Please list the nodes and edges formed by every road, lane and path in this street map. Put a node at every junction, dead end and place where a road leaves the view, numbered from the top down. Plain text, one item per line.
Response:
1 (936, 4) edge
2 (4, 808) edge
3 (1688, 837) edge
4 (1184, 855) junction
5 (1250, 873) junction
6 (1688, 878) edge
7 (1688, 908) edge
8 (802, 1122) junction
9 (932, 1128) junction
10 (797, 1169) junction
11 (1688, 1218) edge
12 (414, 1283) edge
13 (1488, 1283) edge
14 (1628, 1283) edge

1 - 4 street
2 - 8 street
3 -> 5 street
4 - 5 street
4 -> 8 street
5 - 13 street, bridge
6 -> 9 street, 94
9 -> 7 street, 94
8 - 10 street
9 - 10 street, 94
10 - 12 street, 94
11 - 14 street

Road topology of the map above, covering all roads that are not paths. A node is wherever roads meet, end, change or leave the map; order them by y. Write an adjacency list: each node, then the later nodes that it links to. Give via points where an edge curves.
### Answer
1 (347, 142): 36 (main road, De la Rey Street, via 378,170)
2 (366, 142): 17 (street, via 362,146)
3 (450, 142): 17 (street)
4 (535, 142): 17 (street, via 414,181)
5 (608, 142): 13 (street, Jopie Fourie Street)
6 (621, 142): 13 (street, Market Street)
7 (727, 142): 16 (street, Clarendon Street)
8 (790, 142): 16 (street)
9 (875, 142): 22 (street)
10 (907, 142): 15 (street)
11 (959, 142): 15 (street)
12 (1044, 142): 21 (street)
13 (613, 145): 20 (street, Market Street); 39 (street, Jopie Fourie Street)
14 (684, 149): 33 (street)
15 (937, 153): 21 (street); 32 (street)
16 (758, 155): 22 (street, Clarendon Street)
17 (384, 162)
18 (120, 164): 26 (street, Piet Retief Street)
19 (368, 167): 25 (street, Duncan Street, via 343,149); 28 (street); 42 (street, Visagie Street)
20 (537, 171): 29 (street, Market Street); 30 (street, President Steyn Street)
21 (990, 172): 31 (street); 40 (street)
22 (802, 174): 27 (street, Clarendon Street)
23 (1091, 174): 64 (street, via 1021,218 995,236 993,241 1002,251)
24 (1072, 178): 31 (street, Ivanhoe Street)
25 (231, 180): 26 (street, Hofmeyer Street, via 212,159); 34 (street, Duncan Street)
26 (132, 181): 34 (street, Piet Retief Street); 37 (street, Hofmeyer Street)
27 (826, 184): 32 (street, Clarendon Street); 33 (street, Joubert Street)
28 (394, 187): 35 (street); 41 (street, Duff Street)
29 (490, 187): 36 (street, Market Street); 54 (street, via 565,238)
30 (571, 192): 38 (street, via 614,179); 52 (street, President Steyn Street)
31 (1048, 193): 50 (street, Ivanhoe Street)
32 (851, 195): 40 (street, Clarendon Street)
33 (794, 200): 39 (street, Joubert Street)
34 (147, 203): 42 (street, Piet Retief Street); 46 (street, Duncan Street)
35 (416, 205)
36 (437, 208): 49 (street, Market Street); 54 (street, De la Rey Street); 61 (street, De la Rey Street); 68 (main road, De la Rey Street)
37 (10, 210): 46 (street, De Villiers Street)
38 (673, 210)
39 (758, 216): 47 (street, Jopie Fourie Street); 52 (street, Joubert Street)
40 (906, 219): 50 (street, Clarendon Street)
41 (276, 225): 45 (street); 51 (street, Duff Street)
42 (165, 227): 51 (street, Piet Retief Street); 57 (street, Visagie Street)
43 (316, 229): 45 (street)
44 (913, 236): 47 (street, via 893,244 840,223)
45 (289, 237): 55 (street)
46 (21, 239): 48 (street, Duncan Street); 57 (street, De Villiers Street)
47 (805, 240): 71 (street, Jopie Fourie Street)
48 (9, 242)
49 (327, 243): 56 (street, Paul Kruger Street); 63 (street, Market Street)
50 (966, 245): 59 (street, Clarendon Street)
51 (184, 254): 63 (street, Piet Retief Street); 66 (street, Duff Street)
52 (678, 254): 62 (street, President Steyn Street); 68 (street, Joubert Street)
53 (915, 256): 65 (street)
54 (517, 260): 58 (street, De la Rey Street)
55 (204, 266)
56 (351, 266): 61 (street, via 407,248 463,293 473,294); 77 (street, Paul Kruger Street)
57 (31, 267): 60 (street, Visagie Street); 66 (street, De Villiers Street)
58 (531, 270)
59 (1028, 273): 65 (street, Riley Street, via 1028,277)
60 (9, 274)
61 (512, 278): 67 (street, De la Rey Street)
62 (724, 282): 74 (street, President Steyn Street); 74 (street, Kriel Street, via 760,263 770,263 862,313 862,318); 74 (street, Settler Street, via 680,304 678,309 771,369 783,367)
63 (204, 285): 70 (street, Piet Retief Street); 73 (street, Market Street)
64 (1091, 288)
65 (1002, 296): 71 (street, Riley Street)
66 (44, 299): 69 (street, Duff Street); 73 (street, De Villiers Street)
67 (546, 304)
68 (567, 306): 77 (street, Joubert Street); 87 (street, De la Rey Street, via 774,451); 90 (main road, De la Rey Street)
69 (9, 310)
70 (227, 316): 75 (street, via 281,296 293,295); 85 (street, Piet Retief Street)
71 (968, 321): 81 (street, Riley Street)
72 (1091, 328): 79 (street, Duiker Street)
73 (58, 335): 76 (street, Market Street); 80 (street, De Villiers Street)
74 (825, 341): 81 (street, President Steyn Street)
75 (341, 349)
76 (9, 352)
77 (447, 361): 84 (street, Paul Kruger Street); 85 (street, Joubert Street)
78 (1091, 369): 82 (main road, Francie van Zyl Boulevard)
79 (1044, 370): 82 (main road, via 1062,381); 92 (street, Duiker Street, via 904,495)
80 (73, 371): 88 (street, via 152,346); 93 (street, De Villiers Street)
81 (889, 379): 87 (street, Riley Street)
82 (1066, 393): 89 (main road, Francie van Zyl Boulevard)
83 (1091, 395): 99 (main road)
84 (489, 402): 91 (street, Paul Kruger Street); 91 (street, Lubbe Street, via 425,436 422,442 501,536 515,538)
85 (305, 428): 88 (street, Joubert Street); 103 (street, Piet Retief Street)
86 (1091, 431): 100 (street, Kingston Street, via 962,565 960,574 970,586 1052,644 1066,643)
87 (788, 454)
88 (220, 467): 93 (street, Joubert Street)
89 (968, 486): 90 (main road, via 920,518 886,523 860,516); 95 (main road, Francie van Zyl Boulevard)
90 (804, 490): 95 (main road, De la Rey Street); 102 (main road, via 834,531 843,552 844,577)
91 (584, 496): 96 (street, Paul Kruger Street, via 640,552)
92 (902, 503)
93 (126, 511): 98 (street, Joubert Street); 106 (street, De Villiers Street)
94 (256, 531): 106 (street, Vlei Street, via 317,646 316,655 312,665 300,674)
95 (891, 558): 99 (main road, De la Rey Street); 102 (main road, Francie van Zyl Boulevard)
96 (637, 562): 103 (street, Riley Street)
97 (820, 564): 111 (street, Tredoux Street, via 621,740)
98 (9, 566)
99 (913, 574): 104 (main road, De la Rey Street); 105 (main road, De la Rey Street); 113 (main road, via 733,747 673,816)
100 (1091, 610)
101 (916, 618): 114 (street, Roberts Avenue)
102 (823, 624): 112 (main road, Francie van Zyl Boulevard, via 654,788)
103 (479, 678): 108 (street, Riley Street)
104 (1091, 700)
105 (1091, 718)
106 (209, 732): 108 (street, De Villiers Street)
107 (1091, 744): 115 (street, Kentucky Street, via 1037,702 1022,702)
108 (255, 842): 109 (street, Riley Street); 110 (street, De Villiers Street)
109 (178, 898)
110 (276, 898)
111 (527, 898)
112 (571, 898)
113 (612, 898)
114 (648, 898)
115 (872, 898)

--*--

Faithfully reproduce all of the material.

Please list the nodes and edges formed by every road, lane and path in this street map. Put a node at every junction, dead end and place where a road leaves the view, numbered from the top down. Plain text, one item per line.
Response:
1 (936, 4) edge
2 (4, 808) edge
3 (1688, 837) edge
4 (1184, 855) junction
5 (1250, 873) junction
6 (1688, 878) edge
7 (1688, 908) edge
8 (802, 1122) junction
9 (932, 1128) junction
10 (797, 1169) junction
11 (1688, 1218) edge
12 (414, 1283) edge
13 (1488, 1283) edge
14 (1628, 1283) edge

1 - 4 street
2 - 8 street
3 -> 5 street
4 - 5 street
4 -> 8 street
5 - 13 street, bridge
6 -> 9 street, 94
9 -> 7 street, 94
8 - 10 street
9 - 10 street, 94
10 - 12 street, 94
11 - 14 street

Road topology of the map above, covering all roads that are not paths. A node is wherever roads meet, end, change or leave the map; order them by y. Write an adjacency list: each node, then the later nodes that it links to. Give via points where an edge curves.
### Answer
1 (347, 142): 36 (main road, De la Rey Street, via 378,170)
2 (366, 142): 17 (street, via 362,146)
3 (450, 142): 17 (street)
4 (535, 142): 17 (street, via 414,181)
5 (608, 142): 13 (street, Jopie Fourie Street)
6 (621, 142): 13 (street, Market Street)
7 (727, 142): 16 (street, Clarendon Street)
8 (790, 142): 16 (street)
9 (875, 142): 22 (street)
10 (907, 142): 15 (street)
11 (959, 142): 15 (street)
12 (1044, 142): 21 (street)
13 (613, 145): 20 (street, Market Street); 39 (street, Jopie Fourie Street)
14 (684, 149): 33 (street)
15 (937, 153): 21 (street); 32 (street)
16 (758, 155): 22 (street, Clarendon Street)
17 (384, 162)
18 (120, 164): 26 (street, Piet Retief Street)
19 (368, 167): 25 (street, Duncan Street, via 343,149); 28 (street); 42 (street, Visagie Street)
20 (537, 171): 29 (street, Market Street); 30 (street, President Steyn Street)
21 (990, 172): 31 (street); 40 (street)
22 (802, 174): 27 (street, Clarendon Street)
23 (1091, 174): 64 (street, via 1021,218 995,236 993,241 1002,251)
24 (1072, 178): 31 (street, Ivanhoe Street)
25 (231, 180): 26 (street, Hofmeyer Street, via 212,159); 34 (street, Duncan Street)
26 (132, 181): 34 (street, Piet Retief Street); 37 (street, Hofmeyer Street)
27 (826, 184): 32 (street, Clarendon Street); 33 (street, Joubert Street)
28 (394, 187): 35 (street); 41 (street, Duff Street)
29 (490, 187): 36 (street, Market Street); 54 (street, via 565,238)
30 (571, 192): 38 (street, via 614,179); 52 (street, President Steyn Street)
31 (1048, 193): 50 (street, Ivanhoe Street)
32 (851, 195): 40 (street, Clarendon Street)
33 (794, 200): 39 (street, Joubert Street)
34 (147, 203): 42 (street, Piet Retief Street); 46 (street, Duncan Street)
35 (416, 205)
36 (437, 208): 49 (street, Market Street); 54 (street, De la Rey Street); 61 (street, De la Rey Street); 68 (main road, De la Rey Street)
37 (10, 210): 46 (street, De Villiers Street)
38 (673, 210)
39 (758, 216): 47 (street, Jopie Fourie Street); 52 (street, Joubert Street)
40 (906, 219): 50 (street, Clarendon Street)
41 (276, 225): 45 (street); 51 (street, Duff Street)
42 (165, 227): 51 (street, Piet Retief Street); 57 (street, Visagie Street)
43 (316, 229): 45 (street)
44 (913, 236): 47 (street, via 893,244 840,223)
45 (289, 237): 55 (street)
46 (21, 239): 48 (street, Duncan Street); 57 (street, De Villiers Street)
47 (805, 240): 71 (street, Jopie Fourie Street)
48 (9, 242)
49 (327, 243): 56 (street, Paul Kruger Street); 63 (street, Market Street)
50 (966, 245): 59 (street, Clarendon Street)
51 (184, 254): 63 (street, Piet Retief Street); 66 (street, Duff Street)
52 (678, 254): 62 (street, President Steyn Street); 68 (street, Joubert Street)
53 (915, 256): 65 (street)
54 (517, 260): 58 (street, De la Rey Street)
55 (204, 266)
56 (351, 266): 61 (street, via 407,248 463,293 473,294); 77 (street, Paul Kruger Street)
57 (31, 267): 60 (street, Visagie Street); 66 (street, De Villiers Street)
58 (531, 270)
59 (1028, 273): 65 (street, Riley Street, via 1028,277)
60 (9, 274)
61 (512, 278): 67 (street, De la Rey Street)
62 (724, 282): 74 (street, President Steyn Street); 74 (street, Kriel Street, via 760,263 770,263 862,313 862,318); 74 (street, Settler Street, via 680,304 678,309 771,369 783,367)
63 (204, 285): 70 (street, Piet Retief Street); 73 (street, Market Street)
64 (1091, 288)
65 (1002, 296): 71 (street, Riley Street)
66 (44, 299): 69 (street, Duff Street); 73 (street, De Villiers Street)
67 (546, 304)
68 (567, 306): 77 (street, Joubert Street); 87 (street, De la Rey Street, via 774,451); 90 (main road, De la Rey Street)
69 (9, 310)
70 (227, 316): 75 (street, via 281,296 293,295); 85 (street, Piet Retief Street)
71 (968, 321): 81 (street, Riley Street)
72 (1091, 328): 79 (street, Duiker Street)
73 (58, 335): 76 (street, Market Street); 80 (street, De Villiers Street)
74 (825, 341): 81 (street, President Steyn Street)
75 (341, 349)
76 (9, 352)
77 (447, 361): 84 (street, Paul Kruger Street); 85 (street, Joubert Street)
78 (1091, 369): 82 (main road, Francie van Zyl Boulevard)
79 (1044, 370): 82 (main road, via 1062,381); 92 (street, Duiker Street, via 904,495)
80 (73, 371): 88 (street, via 152,346); 93 (street, De Villiers Street)
81 (889, 379): 87 (street, Riley Street)
82 (1066, 393): 89 (main road, Francie van Zyl Boulevard)
83 (1091, 395): 99 (main road)
84 (489, 402): 91 (street, Paul Kruger Street); 91 (street, Lubbe Street, via 425,436 422,442 501,536 515,538)
85 (305, 428): 88 (street, Joubert Street); 103 (street, Piet Retief Street)
86 (1091, 431): 100 (street, Kingston Street, via 962,565 960,574 970,586 1052,644 1066,643)
87 (788, 454)
88 (220, 467): 93 (street, Joubert Street)
89 (968, 486): 90 (main road, via 920,518 886,523 860,516); 95 (main road, Francie van Zyl Boulevard)
90 (804, 490): 95 (main road, De la Rey Street); 102 (main road, via 834,531 843,552 844,577)
91 (584, 496): 96 (street, Paul Kruger Street, via 640,552)
92 (902, 503)
93 (126, 511): 98 (street, Joubert Street); 106 (street, De Villiers Street)
94 (256, 531): 106 (street, Vlei Street, via 317,646 316,655 312,665 300,674)
95 (891, 558): 99 (main road, De la Rey Street); 102 (main road, Francie van Zyl Boulevard)
96 (637, 562): 103 (street, Riley Street)
97 (820, 564): 111 (street, Tredoux Street, via 621,740)
98 (9, 566)
99 (913, 574): 104 (main road, De la Rey Street); 105 (main road, De la Rey Street); 113 (main road, via 733,747 673,816)
100 (1091, 610)
101 (916, 618): 114 (street, Roberts Avenue)
102 (823, 624): 112 (main road, Francie van Zyl Boulevard, via 654,788)
103 (479, 678): 108 (street, Riley Street)
104 (1091, 700)
105 (1091, 718)
106 (209, 732): 108 (street, De Villiers Street)
107 (1091, 744): 115 (street, Kentucky Street, via 1037,702 1022,702)
108 (255, 842): 109 (street, Riley Street); 110 (street, De Villiers Street)
109 (178, 898)
110 (276, 898)
111 (527, 898)
112 (571, 898)
113 (612, 898)
114 (648, 898)
115 (872, 898)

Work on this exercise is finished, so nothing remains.